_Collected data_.
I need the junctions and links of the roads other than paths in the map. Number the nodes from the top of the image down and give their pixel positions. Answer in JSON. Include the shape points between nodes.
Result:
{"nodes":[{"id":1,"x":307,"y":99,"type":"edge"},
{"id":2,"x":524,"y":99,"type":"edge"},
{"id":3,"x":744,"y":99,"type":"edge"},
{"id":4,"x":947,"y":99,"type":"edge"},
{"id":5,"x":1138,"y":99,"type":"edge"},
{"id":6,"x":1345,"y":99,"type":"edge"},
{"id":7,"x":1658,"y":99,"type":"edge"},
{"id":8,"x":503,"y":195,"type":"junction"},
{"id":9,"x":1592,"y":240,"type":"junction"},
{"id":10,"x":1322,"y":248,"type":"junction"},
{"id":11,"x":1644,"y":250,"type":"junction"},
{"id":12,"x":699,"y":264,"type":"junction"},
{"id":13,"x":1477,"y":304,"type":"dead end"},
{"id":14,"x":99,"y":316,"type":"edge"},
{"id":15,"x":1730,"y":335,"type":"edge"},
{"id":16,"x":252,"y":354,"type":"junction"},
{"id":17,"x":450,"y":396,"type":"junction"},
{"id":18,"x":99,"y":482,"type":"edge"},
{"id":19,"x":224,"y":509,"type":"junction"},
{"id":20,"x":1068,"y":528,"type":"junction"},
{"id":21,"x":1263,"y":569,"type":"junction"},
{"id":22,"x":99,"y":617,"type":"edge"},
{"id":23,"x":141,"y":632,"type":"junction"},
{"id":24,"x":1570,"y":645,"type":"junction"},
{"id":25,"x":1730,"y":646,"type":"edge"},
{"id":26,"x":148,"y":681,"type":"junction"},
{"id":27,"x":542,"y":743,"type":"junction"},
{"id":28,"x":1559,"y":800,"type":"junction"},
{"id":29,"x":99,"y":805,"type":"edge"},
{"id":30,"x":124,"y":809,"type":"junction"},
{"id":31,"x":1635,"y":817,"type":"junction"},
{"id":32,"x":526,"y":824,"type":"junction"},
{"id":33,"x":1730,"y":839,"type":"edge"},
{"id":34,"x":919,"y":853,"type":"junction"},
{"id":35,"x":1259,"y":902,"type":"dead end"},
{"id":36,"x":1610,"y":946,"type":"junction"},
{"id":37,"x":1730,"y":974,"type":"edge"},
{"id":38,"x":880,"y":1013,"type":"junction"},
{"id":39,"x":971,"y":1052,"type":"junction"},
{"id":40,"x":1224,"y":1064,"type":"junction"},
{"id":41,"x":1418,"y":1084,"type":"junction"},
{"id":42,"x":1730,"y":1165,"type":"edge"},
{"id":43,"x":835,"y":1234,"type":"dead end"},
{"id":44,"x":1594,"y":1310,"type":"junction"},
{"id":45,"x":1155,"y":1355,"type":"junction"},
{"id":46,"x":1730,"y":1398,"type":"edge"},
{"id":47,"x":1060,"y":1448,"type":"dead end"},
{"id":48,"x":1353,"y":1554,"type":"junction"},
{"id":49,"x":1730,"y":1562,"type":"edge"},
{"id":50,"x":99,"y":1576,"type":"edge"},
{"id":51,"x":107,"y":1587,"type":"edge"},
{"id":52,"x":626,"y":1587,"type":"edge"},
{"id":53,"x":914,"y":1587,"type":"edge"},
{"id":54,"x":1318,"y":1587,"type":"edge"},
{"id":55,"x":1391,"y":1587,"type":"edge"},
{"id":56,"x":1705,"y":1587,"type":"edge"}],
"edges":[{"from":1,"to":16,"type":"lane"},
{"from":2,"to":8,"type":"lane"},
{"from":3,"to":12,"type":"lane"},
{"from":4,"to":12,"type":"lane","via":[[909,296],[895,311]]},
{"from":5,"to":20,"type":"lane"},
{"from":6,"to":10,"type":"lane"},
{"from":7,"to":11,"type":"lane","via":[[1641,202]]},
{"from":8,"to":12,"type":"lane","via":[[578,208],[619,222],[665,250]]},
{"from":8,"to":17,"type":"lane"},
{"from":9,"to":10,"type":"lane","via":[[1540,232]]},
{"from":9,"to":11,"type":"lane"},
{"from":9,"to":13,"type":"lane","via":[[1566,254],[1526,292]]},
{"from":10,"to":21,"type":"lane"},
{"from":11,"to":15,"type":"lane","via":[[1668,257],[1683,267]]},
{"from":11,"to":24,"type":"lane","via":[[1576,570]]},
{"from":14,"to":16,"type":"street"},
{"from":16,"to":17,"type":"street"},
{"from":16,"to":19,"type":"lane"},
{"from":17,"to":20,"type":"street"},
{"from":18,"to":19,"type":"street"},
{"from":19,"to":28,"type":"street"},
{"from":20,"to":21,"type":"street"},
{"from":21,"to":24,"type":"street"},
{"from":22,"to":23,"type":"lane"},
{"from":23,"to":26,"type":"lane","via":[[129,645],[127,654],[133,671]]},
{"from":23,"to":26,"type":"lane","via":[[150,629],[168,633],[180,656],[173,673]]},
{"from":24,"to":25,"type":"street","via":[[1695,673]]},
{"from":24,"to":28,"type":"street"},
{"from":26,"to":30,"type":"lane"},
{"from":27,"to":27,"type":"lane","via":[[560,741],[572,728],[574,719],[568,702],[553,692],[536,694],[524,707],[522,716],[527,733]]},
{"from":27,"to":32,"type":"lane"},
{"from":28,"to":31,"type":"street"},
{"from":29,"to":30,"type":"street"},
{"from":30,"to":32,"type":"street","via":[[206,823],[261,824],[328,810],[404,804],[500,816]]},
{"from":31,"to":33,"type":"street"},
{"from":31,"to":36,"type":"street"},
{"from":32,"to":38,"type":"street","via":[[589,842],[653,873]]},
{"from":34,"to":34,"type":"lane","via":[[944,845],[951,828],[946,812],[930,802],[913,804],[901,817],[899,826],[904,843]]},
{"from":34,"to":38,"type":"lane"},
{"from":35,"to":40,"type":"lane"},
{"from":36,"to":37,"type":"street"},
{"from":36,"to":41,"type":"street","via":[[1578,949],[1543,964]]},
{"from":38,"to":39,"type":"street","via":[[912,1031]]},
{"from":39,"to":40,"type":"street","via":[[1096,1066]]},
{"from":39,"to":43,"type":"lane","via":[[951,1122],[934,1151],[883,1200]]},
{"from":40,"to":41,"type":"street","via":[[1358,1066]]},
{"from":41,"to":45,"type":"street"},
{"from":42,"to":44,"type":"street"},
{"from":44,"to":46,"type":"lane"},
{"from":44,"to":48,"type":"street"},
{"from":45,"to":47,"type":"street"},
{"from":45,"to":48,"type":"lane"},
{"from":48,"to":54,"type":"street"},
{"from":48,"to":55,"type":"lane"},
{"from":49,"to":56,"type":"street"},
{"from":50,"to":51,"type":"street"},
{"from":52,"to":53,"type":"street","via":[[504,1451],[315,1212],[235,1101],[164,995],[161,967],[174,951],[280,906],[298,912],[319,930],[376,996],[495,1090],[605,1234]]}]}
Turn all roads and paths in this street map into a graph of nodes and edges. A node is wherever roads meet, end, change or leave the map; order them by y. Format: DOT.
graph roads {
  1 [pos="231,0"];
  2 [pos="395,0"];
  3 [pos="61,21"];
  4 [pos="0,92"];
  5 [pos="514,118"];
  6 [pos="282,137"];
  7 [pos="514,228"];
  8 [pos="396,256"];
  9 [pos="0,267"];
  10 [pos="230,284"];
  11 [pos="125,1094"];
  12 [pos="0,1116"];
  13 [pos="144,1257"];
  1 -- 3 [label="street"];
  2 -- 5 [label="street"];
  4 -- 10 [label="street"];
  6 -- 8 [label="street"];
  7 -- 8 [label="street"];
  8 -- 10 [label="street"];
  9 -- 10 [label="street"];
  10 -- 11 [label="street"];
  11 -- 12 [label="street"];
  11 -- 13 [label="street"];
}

_WORK REQUEST_. Every entry should be duplicated exactly as written.

_WRITTEN ANSWER_.
I need the junctions and links of the roads other than paths in the map. Number the nodes from the top of the image down and give their pixel positions. Answer in JSON. Include the shape points between nodes.
Result:
{"nodes":[{"id":1,"x":307,"y":99,"type":"edge"},
{"id":2,"x":524,"y":99,"type":"edge"},
{"id":3,"x":744,"y":99,"type":"edge"},
{"id":4,"x":947,"y":99,"type":"edge"},
{"id":5,"x":1138,"y":99,"type":"edge"},
{"id":6,"x":1345,"y":99,"type":"edge"},
{"id":7,"x":1658,"y":99,"type":"edge"},
{"id":8,"x":503,"y":195,"type":"junction"},
{"id":9,"x":1592,"y":240,"type":"junction"},
{"id":10,"x":1322,"y":248,"type":"junction"},
{"id":11,"x":1644,"y":250,"type":"junction"},
{"id":12,"x":699,"y":264,"type":"junction"},
{"id":13,"x":1477,"y":304,"type":"dead end"},
{"id":14,"x":99,"y":316,"type":"edge"},
{"id":15,"x":1730,"y":335,"type":"edge"},
{"id":16,"x":252,"y":354,"type":"junction"},
{"id":17,"x":450,"y":396,"type":"junction"},
{"id":18,"x":99,"y":482,"type":"edge"},
{"id":19,"x":224,"y":509,"type":"junction"},
{"id":20,"x":1068,"y":528,"type":"junction"},
{"id":21,"x":1263,"y":569,"type":"junction"},
{"id":22,"x":99,"y":617,"type":"edge"},
{"id":23,"x":141,"y":632,"type":"junction"},
{"id":24,"x":1570,"y":645,"type":"junction"},
{"id":25,"x":1730,"y":646,"type":"edge"},
{"id":26,"x":148,"y":681,"type":"junction"},
{"id":27,"x":542,"y":743,"type":"junction"},
{"id":28,"x":1559,"y":800,"type":"junction"},
{"id":29,"x":99,"y":805,"type":"edge"},
{"id":30,"x":124,"y":809,"type":"junction"},
{"id":31,"x":1635,"y":817,"type":"junction"},
{"id":32,"x":526,"y":824,"type":"junction"},
{"id":33,"x":1730,"y":839,"type":"edge"},
{"id":34,"x":919,"y":853,"type":"junction"},
{"id":35,"x":1259,"y":902,"type":"dead end"},
{"id":36,"x":1610,"y":946,"type":"junction"},
{"id":37,"x":1730,"y":974,"type":"edge"},
{"id":38,"x":880,"y":1013,"type":"junction"},
{"id":39,"x":971,"y":1052,"type":"junction"},
{"id":40,"x":1224,"y":1064,"type":"junction"},
{"id":41,"x":1418,"y":1084,"type":"junction"},
{"id":42,"x":1730,"y":1165,"type":"edge"},
{"id":43,"x":835,"y":1234,"type":"dead end"},
{"id":44,"x":1594,"y":1310,"type":"junction"},
{"id":45,"x":1155,"y":1355,"type":"junction"},
{"id":46,"x":1730,"y":1398,"type":"edge"},
{"id":47,"x":1060,"y":1448,"type":"dead end"},
{"id":48,"x":1353,"y":1554,"type":"junction"},
{"id":49,"x":1730,"y":1562,"type":"edge"},
{"id":50,"x":99,"y":1576,"type":"edge"},
{"id":51,"x":107,"y":1587,"type":"edge"},
{"id":52,"x":626,"y":1587,"type":"edge"},
{"id":53,"x":914,"y":1587,"type":"edge"},
{"id":54,"x":1318,"y":1587,"type":"edge"},
{"id":55,"x":1391,"y":1587,"type":"edge"},
{"id":56,"x":1705,"y":1587,"type":"edge"}],
"edges":[{"from":1,"to":16,"type":"lane"},
{"from":2,"to":8,"type":"lane"},
{"from":3,"to":12,"type":"lane"},
{"from":4,"to":12,"type":"lane","via":[[909,296],[895,311]]},
{"from":5,"to":20,"type":"lane"},
{"from":6,"to":10,"type":"lane"},
{"from":7,"to":11,"type":"lane","via":[[1641,202]]},
{"from":8,"to":12,"type":"lane","via":[[578,208],[619,222],[665,250]]},
{"from":8,"to":17,"type":"lane"},
{"from":9,"to":10,"type":"lane","via":[[1540,232]]},
{"from":9,"to":11,"type":"lane"},
{"from":9,"to":13,"type":"lane","via":[[1566,254],[1526,292]]},
{"from":10,"to":21,"type":"lane"},
{"from":11,"to":15,"type":"lane","via":[[1668,257],[1683,267]]},
{"from":11,"to":24,"type":"lane","via":[[1576,570]]},
{"from":14,"to":16,"type":"street"},
{"from":16,"to":17,"type":"street"},
{"from":16,"to":19,"type":"lane"},
{"from":17,"to":20,"type":"street"},
{"from":18,"to":19,"type":"street"},
{"from":19,"to":28,"type":"street"},
{"from":20,"to":21,"type":"street"},
{"from":21,"to":24,"type":"street"},
{"from":22,"to":23,"type":"lane"},
{"from":23,"to":26,"type":"lane","via":[[129,645],[127,654],[133,671]]},
{"from":23,"to":26,"type":"lane","via":[[150,629],[168,633],[180,656],[173,673]]},
{"from":24,"to":25,"type":"street","via":[[1695,673]]},
{"from":24,"to":28,"type":"street"},
{"from":26,"to":30,"type":"lane"},
{"from":27,"to":27,"type":"lane","via":[[560,741],[572,728],[574,719],[568,702],[553,692],[536,694],[524,707],[522,716],[527,733]]},
{"from":27,"to":32,"type":"lane"},
{"from":28,"to":31,"type":"street"},
{"from":29,"to":30,"type":"street"},
{"from":30,"to":32,"type":"street","via":[[206,823],[261,824],[328,810],[404,804],[500,816]]},
{"from":31,"to":33,"type":"street"},
{"from":31,"to":36,"type":"street"},
{"from":32,"to":38,"type":"street","via":[[589,842],[653,873]]},
{"from":34,"to":34,"type":"lane","via":[[944,845],[951,828],[946,812],[930,802],[913,804],[901,817],[899,826],[904,843]]},
{"from":34,"to":38,"type":"lane"},
{"from":35,"to":40,"type":"lane"},
{"from":36,"to":37,"type":"street"},
{"from":36,"to":41,"type":"street","via":[[1578,949],[1543,964]]},
{"from":38,"to":39,"type":"street","via":[[912,1031]]},
{"from":39,"to":40,"type":"street","via":[[1096,1066]]},
{"from":39,"to":43,"type":"lane","via":[[951,1122],[934,1151],[883,1200]]},
{"from":40,"to":41,"type":"street","via":[[1358,1066]]},
{"from":41,"to":45,"type":"street"},
{"from":42,"to":44,"type":"street"},
{"from":44,"to":46,"type":"lane"},
{"from":44,"to":48,"type":"street"},
{"from":45,"to":47,"type":"street"},
{"from":45,"to":48,"type":"lane"},
{"from":48,"to":54,"type":"street"},
{"from":48,"to":55,"type":"lane"},
{"from":49,"to":56,"type":"street"},
{"from":50,"to":51,"type":"street"},
{"from":52,"to":53,"type":"street","via":[[504,1451],[315,1212],[235,1101],[164,995],[161,967],[174,951],[280,906],[298,912],[319,930],[376,996],[495,1090],[605,1234]]}]}
Turn all roads and paths in this street map into a graph of nodes and edges. A node is wherever roads meet, end, change or leave the map; order them by y. Format: DOT.
graph roads {
  1 [pos="231,0"];
  2 [pos="395,0"];
  3 [pos="61,21"];
  4 [pos="0,92"];
  5 [pos="514,118"];
  6 [pos="282,137"];
  7 [pos="514,228"];
  8 [pos="396,256"];
  9 [pos="0,267"];
  10 [pos="230,284"];
  11 [pos="125,1094"];
  12 [pos="0,1116"];
  13 [pos="144,1257"];
  1 -- 3 [label="street"];
  2 -- 5 [label="street"];
  4 -- 10 [label="street"];
  6 -- 8 [label="street"];
  7 -- 8 [label="street"];
  8 -- 10 [label="street"];
  9 -- 10 [label="street"];
  10 -- 11 [label="street"];
  11 -- 12 [label="street"];
  11 -- 13 [label="street"];
}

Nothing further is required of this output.